Pour commencer, préparez la solution tampon externe GUV dans un tube de microcentrifugation de 1,5 millilitre. Mélange de spermidine, d’ATP, de GTP, de CTP, d’UTP, de phosphate de créatine, d’acétate de magnésium, de glutamate de potassium, d’HEPES, d’hydroxyde de potassium, d’acide folinique. glucose et stock d’acides aminés.
Ajoutez de l’eau désionisée ultra purifiée pour porter le volume final de la solution à un millilitre. Ensuite, dans une hotte, ajoutez 17,3 microlitres de solution mère de POPC dans un flacon en verre de 15 millilitres. Pour cela, pipette 1,08 microlitres de copolymère PEO-b-PBD.
Soufflez doucement un léger jet d’argon dans le flacon en verre tout en tournant le flacon pour évaporer le chloroforme. Ensuite, pipetez 1,2 millilitre d’huile minérale légère dans le flacon en verre. Tourbillonnez le lipide et l’huile à vitesse maximale pendant 10 à 20 secondes.
Placez le flacon en verre dans un four à environ 50 degrés Celsius pendant 20 minutes avant de tourbillonner pendant 10 à 20 secondes supplémentaires à vitesse maximale. Ensuite, pipetez 270 microlitres de la solution extérieure GUV dans un tube de microcentrifugation de 1,5 millilitre. Pour cela, pipetez 15 microlitres chacun de cinq molaires de chlorure de sodium et 4,5 molaires de chlorure de potassium.
Pipetez doucement 300 microlitres de mélange de lipides et d’huile sur la solution extérieure GUV. Après l’incubation, assembler une réaction CFE en pipetant les solutions 1 à 3, le plasmide d’ADN codant pour la sfGFP soluble ou des variantes du récepteur du glutamate sfGFP, de l’ARNnase murine et d’une molaire de saccharose dans un flacon. Ajoutez de l’eau déminéralisée ultrapure pour porter le volume de réaction à 20 microlitres.

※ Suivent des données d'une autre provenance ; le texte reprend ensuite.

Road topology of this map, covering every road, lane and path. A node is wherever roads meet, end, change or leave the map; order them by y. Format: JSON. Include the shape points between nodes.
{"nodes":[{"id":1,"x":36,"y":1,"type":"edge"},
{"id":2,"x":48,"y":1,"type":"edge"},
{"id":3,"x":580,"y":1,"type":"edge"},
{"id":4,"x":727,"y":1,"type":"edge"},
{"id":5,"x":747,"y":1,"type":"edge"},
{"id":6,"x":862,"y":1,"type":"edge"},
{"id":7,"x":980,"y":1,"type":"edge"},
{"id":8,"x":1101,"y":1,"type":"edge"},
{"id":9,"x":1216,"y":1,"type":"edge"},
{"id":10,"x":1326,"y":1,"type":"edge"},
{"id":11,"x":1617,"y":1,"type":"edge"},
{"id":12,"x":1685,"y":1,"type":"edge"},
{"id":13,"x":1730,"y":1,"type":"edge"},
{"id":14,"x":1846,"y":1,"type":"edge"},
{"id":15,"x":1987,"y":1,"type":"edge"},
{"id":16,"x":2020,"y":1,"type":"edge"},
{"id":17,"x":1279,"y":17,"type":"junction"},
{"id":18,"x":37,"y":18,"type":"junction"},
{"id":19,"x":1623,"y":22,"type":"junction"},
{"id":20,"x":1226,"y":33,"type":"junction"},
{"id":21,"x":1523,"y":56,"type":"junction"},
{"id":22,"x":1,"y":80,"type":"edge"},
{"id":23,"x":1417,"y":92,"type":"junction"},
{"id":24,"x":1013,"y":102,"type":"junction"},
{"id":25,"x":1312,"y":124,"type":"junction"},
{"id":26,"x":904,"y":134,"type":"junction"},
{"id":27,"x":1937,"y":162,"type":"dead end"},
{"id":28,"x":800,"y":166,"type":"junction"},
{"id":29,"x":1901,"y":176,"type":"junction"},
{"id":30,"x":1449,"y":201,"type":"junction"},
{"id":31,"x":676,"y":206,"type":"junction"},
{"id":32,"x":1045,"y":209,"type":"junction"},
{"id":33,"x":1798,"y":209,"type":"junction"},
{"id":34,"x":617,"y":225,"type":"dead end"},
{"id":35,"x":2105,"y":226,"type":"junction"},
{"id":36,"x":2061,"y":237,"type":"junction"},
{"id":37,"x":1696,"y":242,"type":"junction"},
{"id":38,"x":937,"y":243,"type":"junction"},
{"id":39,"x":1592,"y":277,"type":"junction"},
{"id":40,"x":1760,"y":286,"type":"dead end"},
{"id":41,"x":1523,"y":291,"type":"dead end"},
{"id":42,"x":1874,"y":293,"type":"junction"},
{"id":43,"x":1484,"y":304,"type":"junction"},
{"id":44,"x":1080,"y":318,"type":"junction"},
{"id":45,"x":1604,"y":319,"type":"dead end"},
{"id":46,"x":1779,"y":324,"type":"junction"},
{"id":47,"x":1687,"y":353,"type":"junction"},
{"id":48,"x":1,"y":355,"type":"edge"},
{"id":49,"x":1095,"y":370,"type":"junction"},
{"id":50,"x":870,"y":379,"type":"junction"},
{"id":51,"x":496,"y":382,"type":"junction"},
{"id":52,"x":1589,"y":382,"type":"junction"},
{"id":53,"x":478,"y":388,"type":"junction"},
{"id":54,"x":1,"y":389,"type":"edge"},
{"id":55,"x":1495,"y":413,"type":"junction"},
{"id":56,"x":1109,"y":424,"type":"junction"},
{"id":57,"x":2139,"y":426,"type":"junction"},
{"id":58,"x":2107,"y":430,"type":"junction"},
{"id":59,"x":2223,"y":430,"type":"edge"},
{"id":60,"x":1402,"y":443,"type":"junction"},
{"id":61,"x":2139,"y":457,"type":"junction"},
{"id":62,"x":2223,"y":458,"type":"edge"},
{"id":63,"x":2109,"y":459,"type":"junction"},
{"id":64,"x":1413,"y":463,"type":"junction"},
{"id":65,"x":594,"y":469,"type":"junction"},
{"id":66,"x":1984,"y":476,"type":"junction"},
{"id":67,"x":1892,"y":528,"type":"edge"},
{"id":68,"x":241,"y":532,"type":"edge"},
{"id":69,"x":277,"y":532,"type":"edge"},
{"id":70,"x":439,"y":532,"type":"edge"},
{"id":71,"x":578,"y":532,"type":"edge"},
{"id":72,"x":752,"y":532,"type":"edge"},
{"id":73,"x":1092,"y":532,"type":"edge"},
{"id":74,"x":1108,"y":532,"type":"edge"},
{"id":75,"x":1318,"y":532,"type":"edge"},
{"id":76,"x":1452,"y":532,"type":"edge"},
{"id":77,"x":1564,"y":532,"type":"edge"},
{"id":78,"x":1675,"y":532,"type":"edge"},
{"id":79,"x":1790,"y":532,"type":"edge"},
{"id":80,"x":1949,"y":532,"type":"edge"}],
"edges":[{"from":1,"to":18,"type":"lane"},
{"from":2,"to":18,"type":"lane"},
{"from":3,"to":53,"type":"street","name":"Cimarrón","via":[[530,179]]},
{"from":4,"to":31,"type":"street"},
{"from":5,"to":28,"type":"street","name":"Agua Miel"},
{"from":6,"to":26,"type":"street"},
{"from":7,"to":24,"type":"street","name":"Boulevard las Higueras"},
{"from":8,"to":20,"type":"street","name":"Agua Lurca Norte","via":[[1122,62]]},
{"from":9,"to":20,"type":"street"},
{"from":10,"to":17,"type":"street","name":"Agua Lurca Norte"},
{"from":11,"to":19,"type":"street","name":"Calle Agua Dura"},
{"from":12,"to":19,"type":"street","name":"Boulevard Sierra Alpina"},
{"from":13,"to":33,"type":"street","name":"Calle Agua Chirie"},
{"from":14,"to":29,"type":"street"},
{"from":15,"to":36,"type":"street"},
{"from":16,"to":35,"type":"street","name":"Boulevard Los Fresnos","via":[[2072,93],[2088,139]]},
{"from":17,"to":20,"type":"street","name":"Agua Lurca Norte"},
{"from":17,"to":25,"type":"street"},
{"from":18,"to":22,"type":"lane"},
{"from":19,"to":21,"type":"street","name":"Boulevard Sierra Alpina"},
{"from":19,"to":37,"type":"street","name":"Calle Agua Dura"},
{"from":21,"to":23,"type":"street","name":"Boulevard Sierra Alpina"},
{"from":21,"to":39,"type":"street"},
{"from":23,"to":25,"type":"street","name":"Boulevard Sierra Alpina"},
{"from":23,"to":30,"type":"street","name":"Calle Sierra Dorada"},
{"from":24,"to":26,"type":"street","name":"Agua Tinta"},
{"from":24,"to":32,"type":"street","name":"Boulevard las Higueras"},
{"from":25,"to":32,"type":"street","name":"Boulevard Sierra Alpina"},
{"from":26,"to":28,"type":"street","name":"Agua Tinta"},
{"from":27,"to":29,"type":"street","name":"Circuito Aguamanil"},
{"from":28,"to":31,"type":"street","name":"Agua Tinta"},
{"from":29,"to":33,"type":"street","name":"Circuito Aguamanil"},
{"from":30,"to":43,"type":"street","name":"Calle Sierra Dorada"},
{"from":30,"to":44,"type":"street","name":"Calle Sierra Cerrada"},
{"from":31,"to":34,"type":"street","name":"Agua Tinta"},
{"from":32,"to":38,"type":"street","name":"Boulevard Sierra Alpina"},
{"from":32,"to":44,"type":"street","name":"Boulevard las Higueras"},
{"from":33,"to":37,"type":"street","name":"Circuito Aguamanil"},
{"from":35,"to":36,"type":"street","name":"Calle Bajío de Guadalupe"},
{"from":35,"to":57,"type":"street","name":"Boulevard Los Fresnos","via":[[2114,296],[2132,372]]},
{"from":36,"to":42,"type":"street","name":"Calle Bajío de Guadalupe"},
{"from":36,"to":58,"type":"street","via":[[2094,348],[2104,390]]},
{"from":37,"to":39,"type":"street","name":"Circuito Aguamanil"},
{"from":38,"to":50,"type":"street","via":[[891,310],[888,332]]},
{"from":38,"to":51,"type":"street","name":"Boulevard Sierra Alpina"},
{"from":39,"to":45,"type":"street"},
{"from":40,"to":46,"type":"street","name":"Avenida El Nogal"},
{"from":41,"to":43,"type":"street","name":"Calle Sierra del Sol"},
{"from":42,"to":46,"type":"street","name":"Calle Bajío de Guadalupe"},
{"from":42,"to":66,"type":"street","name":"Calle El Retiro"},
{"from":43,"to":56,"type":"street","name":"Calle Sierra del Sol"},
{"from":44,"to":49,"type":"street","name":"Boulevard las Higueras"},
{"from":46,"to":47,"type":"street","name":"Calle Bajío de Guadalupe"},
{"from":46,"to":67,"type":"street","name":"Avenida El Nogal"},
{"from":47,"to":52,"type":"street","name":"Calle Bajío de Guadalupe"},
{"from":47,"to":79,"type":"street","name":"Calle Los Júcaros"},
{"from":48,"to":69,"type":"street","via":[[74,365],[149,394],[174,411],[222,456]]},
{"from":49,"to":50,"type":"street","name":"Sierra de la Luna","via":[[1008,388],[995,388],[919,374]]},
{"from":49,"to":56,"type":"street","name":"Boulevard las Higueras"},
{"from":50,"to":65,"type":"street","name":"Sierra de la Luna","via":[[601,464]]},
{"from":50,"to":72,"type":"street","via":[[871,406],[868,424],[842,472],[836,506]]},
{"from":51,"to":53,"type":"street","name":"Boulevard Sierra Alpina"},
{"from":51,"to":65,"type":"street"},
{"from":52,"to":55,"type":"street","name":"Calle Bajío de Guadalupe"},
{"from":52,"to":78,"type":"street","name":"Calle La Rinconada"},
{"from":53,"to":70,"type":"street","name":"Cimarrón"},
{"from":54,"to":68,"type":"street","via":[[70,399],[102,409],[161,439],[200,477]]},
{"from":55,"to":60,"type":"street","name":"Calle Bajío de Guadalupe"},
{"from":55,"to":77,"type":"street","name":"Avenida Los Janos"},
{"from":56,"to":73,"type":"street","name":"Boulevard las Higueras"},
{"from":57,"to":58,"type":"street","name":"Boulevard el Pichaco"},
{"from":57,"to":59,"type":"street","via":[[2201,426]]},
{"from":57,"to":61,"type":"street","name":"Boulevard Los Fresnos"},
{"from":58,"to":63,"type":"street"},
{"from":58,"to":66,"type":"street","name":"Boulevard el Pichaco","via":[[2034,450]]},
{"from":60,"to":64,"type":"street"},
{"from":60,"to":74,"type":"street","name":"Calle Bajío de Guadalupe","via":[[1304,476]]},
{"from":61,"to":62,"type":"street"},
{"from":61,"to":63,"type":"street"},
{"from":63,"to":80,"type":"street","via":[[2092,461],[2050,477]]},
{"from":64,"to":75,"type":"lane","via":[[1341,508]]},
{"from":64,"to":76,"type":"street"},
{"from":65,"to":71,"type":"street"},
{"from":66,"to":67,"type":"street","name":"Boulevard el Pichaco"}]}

Ajoutez 600 microlitres du mélange lipide-huile dans le tube de microcentrifugation contenant le mélange réactionnel de 20 microlitres. Pipetez vigoureusement de haut en bas pendant une minute pour émulsionner la réaction. Superposez doucement l’émulsion interne sur la couche d’huile dans le tube.
Centrifuger pendant 10 minutes à 2000 g à quatre degrés Celsius. Ensuite, pipetez soigneusement l’excès d’huile et la solution extérieure du tube de microcentrifugation. Mélangez délicatement la pastille GUV dans la solution restante pour la remettre en suspension.
Transférez la solution GUV dans une plaque à fond plat claire et propre à 96 puits pour l’incubation. Transférez la plaque scellée dans un lecteur de plaque pour l’incuber à 37 degrés Celsius pendant cinq à six heures. Après l’incubation, placez la plaque sur un microscope confocal inversé.
Concentrez-vous sur une région d’intérêt contenant les GUVs, puis capturez les images à une longueur d’onde d’excitation de 488 nanomètres. Enregistrez les images au format TIFF. Ouvrez les images dans un logiciel de traitement d’images.
Cliquez sur le panneau de réglage Luminosité/Contraste pour l’ouvrir. Ajustez ensuite la luminosité et le contraste pour rendre les protéines fluorescentes visibles. Les réactions d’expression cellulaire du récepteur du glutamate de type sauvage encapsulées dans GUV ont démontré une excellente expression et une excellente localisation membranaire.
Le récepteur PRSP-glutamate était sujet à l’agrégation et à la formation de ponctuations. La sfGFP soluble a été exprimée dans le GUVS et est restée dans le lumen GUV.